Courage to face dark valleys comes as I grow closer to God—and closeness with God comes through a lifestyle of worship. After drinking from the calm waters, after being refreshed on green pastures, after stumbling through the dark valley and after the feast set before him, the Psalmist breathes a well-earned sigh and says, “And I will dwell in the house of the Lord forever…”
To dwell in God’s house is to dwell in the place of worship—it’s a reference to the Temple—to a church, to the place where we gather, as Christ’s flock, to renew and celebrate our friendship with God.
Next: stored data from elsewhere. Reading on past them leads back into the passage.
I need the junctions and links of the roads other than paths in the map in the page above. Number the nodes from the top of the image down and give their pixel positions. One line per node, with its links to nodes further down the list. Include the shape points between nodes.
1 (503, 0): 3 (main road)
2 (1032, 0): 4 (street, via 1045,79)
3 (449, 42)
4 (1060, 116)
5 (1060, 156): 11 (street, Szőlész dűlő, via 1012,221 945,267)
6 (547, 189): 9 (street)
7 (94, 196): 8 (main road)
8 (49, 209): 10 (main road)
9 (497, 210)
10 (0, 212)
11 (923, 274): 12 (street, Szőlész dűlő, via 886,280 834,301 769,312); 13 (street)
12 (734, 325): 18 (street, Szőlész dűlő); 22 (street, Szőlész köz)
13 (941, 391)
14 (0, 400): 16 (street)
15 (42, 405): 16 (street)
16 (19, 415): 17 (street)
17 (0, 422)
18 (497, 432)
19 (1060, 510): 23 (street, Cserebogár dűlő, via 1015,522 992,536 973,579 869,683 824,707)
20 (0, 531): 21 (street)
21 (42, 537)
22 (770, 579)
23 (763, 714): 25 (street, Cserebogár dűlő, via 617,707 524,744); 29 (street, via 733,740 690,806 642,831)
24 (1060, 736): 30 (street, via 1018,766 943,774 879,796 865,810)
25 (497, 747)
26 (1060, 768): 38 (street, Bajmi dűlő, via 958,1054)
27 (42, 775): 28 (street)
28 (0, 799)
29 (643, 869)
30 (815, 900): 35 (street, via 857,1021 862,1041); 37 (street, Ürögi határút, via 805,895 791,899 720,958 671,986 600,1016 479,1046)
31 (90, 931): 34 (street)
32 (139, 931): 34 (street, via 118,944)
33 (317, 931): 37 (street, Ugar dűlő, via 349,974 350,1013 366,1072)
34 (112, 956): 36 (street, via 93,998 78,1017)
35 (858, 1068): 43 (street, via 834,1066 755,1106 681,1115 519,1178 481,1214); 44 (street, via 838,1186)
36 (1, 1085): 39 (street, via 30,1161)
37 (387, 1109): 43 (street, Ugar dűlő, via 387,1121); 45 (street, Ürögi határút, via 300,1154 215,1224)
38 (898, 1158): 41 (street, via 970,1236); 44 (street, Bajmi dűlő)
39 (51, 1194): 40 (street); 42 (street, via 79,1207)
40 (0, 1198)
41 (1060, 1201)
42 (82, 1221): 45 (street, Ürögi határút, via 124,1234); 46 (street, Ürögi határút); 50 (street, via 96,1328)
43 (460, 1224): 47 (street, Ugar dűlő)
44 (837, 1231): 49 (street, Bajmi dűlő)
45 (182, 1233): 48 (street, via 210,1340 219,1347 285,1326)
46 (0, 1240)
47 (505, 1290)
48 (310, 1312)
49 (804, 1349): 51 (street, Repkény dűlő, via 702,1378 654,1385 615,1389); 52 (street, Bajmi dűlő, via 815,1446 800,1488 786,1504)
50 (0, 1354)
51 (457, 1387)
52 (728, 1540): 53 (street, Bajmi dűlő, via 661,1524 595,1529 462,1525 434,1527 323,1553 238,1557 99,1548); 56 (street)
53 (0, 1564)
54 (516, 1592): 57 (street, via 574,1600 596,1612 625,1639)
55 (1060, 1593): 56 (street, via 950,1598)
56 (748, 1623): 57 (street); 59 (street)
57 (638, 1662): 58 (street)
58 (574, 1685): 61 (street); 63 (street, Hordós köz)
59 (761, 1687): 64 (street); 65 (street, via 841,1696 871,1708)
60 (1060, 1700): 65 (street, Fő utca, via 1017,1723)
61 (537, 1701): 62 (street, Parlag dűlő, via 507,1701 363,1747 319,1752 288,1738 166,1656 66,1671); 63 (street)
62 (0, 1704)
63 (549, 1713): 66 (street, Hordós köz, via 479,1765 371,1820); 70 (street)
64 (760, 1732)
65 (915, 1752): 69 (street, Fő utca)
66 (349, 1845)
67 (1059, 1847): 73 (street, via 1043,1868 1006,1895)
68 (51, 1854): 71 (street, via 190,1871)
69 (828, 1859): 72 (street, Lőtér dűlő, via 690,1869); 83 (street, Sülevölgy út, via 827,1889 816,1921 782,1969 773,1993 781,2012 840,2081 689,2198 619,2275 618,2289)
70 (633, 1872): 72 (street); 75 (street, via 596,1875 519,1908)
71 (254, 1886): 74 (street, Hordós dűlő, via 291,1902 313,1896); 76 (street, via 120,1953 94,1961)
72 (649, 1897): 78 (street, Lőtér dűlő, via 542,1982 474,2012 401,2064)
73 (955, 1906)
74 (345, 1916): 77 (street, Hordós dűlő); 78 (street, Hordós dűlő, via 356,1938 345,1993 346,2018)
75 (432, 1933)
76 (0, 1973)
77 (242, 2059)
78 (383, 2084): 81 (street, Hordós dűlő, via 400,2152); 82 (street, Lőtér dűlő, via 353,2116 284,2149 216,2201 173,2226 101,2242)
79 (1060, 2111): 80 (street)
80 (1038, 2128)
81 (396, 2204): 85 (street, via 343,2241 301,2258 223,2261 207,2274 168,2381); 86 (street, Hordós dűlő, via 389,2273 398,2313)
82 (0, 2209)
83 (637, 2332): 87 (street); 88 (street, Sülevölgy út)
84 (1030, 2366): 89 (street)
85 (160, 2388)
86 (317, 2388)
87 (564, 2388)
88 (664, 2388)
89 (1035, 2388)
To say the Lord is my Shepherd is to say that I am walking with Jesus; that I’m not keeping God at a distance, not thinking of God occasionally, but walking with God day by day and allowing God to guide me through both the verdant pastures and the darkest valleys imaginable.
To say the Lord is my Shepherd is to declare with courage that I belong to Jesus and that I will trust Him to get me through it.
That’s just what got Steven Curtis Chapman through the dark valley of his daughter’s death. He really did revisit every song he had written.
As he stumbled through that valley he realized that Jesus, his Shepherd, was with him—and as he emerged from the darkness of death’s valley and back into the light he realized that he had to rewrite some of his songs because his very life’s story was being rewritten.
Somehow it all became more personal—and when I listen to one of his songs in particular it feels more authentic, more poignant than the original version.
He rewrote a song that describes his discovery that everything and everyone belongs to God—but the first version talks about things ‘out there’ that belong to God; people in London, children in Africa—all these belong to God he said—and of course he’s right. It’s a beautiful song.
But as he emerged from the valley of his daughter’s death he realized that he too—and everything he loves—belongs to God—which is just a way of saying that he realized more deeply than ever that God is his Shepherd.
The place Steven Curtis Chapman found the words to describe the rewriting of his life and the assurance that he too belongs to God is this very Psalm.
Sometimes life takes us where we don’t want to go, but we never have to make the journey on our own. Scripture tells us that we have a good Shepherd who knows us by name and seeks to guide us every step of the way.